As part of my research on the year ahead, I embarked on a series, 20.17 Big Ideas for 2017, to ask a number of my favorite award-winning marketing experts, authors, and other thought leaders– as well as some of Firebrand Group’s own digital strategy and branding experts–to recommend one “Big Idea” that companies can take advantage of to get ahead in 2017.

One of the individuals I was fortunate enough to interview for this series was Abby Whitmer, Director of Global Digital Marketing for Mary Kay. Whitmer, a longtime beauty insider, was added to the beauty giant to enhance its digital innovation, so it’s no surprise that her big idea for 2017 involves Machine Learning. Here’s our conversation:

How are you using machine learning in your day to day?

I’m trying to focus on how machine learning can be used now – as opposed to a very pie-in-the-sky, long-term way. Can we ask one question, like how to reduce customer churn? And let the data tell a story; let the algorithms point out the anomalies instead of us trying to manipulate the answer.
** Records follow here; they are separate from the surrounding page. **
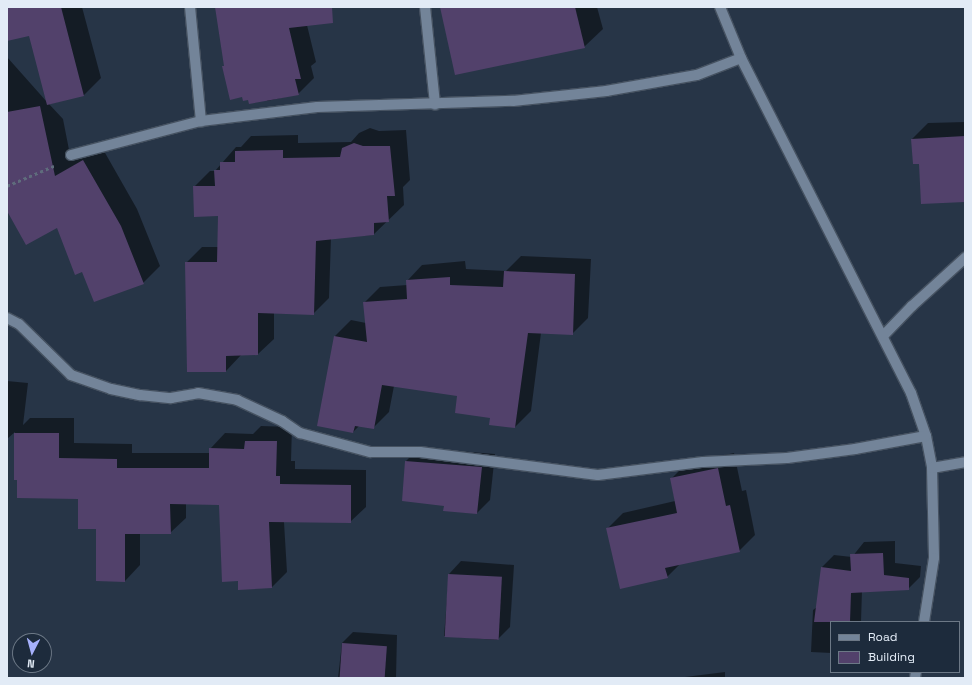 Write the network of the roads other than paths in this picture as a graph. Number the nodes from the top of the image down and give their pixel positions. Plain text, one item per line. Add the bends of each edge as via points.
1 (190, 7) edge
2 (424, 7) edge
3 (720, 7) edge
4 (741, 58) junction
5 (435, 104) junction
6 (201, 121) junction
7 (71, 155) road end
8 (965, 258) edge
9 (7, 318) edge
10 (883, 336) junction
11 (926, 436) junction
12 (965, 462) edge
13 (932, 468) junction
14 (924, 621) edge

1 - 6 street
2 - 5 street
3 - 4 street
4 - 5 street via 698,75 606,91 513,101
4 - 10 street
5 - 6 street via 317,107
6 - 7 street
8 - 10 street
9 - 11 street via 19,324 71,375 111,389 140,395 171,398 198,393 237,400 282,421 300,433 370,452 420,452 598,475 703,462 787,458
10 - 11 street via 911,393
11 - 13 street
12 - 13 street
13 - 14 street via 934,558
What’s the best way to roll out machine learning within a startup?

In 2017, the leaders who will win with machine learning will be taking it one step at a time. I feel like those iterative steps will be huge for a number of different aspects of any business: for customer service, product forecasting, predicting consumer habits…it’s going to be all about utilizing these new predictive analytics tools. For Machine Learning, it has the potential to be transformative in so many parts of the enterprise, so you simply can’t tackle everything at once. For example, in a company likes ours, you can’t tackle predicting every potential customer crises and also try to understand all emerging beauty micro-trends in Asia Pacific.

You have to start somewhere, but start small. Have clear ownership and avoid “too many hands in the pot” syndrome. Right now everyone is talking about machine learning, but not everyone has the skill set to utilize it within your company. Those skills are still largely in academia or in big consulting houses. So if you’re leading the charge, take the time to educate while you test and learn.
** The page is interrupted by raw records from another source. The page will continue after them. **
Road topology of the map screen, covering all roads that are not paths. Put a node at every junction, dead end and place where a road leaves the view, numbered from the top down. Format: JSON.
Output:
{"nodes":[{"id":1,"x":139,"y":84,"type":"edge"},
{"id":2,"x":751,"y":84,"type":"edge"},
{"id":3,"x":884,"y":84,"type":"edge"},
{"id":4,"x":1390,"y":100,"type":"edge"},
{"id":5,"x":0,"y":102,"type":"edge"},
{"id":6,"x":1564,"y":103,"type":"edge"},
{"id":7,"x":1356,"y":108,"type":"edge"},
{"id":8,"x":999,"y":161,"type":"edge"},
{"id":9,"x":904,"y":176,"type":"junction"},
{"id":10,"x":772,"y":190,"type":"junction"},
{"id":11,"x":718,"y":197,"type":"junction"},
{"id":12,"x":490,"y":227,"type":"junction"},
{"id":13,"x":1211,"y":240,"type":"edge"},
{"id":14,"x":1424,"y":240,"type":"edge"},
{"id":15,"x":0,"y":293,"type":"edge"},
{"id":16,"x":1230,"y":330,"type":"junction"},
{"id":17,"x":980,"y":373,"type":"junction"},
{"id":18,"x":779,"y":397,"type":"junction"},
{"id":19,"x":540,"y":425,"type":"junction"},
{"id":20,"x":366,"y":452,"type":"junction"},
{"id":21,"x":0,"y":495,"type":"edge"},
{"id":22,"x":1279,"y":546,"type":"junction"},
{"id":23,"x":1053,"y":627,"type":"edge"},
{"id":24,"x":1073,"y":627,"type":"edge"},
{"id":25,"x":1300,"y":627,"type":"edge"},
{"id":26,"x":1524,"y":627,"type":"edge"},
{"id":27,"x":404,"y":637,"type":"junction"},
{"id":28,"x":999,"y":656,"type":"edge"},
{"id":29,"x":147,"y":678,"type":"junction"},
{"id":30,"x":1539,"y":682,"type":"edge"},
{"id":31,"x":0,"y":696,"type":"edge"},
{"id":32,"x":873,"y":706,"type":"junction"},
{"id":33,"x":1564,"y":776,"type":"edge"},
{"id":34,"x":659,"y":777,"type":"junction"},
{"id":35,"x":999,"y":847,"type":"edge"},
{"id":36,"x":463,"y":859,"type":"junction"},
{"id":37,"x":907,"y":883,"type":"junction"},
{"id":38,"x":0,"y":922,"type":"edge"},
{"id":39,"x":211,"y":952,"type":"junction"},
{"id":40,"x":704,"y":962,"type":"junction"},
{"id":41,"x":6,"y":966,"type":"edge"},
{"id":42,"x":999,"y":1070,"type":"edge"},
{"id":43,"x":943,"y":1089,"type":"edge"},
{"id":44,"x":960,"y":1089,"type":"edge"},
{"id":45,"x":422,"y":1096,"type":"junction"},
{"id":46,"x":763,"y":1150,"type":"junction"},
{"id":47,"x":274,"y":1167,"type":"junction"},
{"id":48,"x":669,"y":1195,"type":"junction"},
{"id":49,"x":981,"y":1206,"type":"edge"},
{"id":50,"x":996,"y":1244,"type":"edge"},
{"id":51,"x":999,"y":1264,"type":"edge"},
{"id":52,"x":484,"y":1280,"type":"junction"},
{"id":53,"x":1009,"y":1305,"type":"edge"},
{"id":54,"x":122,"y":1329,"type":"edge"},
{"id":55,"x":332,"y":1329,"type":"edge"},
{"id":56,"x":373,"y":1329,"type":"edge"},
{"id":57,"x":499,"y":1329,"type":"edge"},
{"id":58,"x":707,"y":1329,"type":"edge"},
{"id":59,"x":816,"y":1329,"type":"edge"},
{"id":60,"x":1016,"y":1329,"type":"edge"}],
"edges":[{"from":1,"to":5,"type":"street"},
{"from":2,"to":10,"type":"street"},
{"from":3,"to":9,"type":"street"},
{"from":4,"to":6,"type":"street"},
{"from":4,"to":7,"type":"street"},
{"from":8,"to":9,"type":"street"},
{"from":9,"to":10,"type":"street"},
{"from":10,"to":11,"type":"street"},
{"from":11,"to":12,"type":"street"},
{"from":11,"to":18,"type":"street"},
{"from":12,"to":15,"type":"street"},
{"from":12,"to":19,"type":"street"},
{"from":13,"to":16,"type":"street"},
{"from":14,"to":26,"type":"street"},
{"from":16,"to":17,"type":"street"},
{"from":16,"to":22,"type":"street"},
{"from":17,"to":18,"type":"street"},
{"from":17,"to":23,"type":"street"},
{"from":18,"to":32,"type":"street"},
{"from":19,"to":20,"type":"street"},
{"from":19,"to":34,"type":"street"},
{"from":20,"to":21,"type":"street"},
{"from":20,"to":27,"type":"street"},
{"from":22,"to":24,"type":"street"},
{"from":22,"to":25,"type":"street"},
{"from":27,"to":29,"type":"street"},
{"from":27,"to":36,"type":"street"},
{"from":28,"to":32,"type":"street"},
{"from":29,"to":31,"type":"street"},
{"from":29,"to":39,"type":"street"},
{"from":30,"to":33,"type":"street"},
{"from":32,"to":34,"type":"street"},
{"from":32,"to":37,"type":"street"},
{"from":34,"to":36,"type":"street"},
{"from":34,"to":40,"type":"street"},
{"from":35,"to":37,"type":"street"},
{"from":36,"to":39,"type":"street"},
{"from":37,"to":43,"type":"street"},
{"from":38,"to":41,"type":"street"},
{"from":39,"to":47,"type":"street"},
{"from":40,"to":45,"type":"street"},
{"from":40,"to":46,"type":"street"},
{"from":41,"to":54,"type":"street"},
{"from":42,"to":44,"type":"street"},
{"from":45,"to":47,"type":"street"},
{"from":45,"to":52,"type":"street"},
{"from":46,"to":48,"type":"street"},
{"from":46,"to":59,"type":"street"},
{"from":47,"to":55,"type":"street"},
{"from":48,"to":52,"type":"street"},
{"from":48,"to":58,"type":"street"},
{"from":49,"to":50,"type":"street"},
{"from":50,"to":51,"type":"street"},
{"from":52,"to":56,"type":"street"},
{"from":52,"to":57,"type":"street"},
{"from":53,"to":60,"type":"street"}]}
Should we be cautious about wading into the waters of machine learning?

People are talking about it like it’s here (and it is), but they’re still a little scared and don’t quite know how to employ it properly. Right now, you do need a sophisticated tool to utilize machine learning. By definition, it has to be able to teach itself, and if you have the right objectives and questions you can also help guide it. It requires practice and strategic Q&A and a lot of self teaching.

Use a tool like IBM Watson that you can play around with. You can pull in your own data. Pull in your own Twitter or LinkedIn or cell phone records, and start asking it questions and see what it comes up with. Because of advancements in natural language processing, you can talk to the machine like you would a person. You don’t have to write in code to find a data field or sql query… you just ask and can see what it comes up with. Play with it on a personal level.

We may have the tools, but not every organization has the will. How does one sell this into their organization?

For me, you have to start everywhere…but not necessarily at the top. Instead, I’ve been going to every department’s team meetings and showing how this little known tool, with just a minor hit to their budget, can help impact their business. From Legal to Protective Services, Events, Sales, Customer Service, Brand, Quality Assurance, Marketing, Finance and forecasting and beyond…. what does it mean for them? Develop use cases for each part of the organization. You don’t have to tackle them all right now, but get people inspired.

Show that the data speaks their language and power users will crop up from all over the organizations. Then you don’t need to sell it. Pretty soon, it will be used in too many places for anyone to try to roll it back. And then the idea trickles up. The C-suite now wants to understand it, wants to fund it, wants it to move faster and add resources because their hearing the impact stories from everywhere.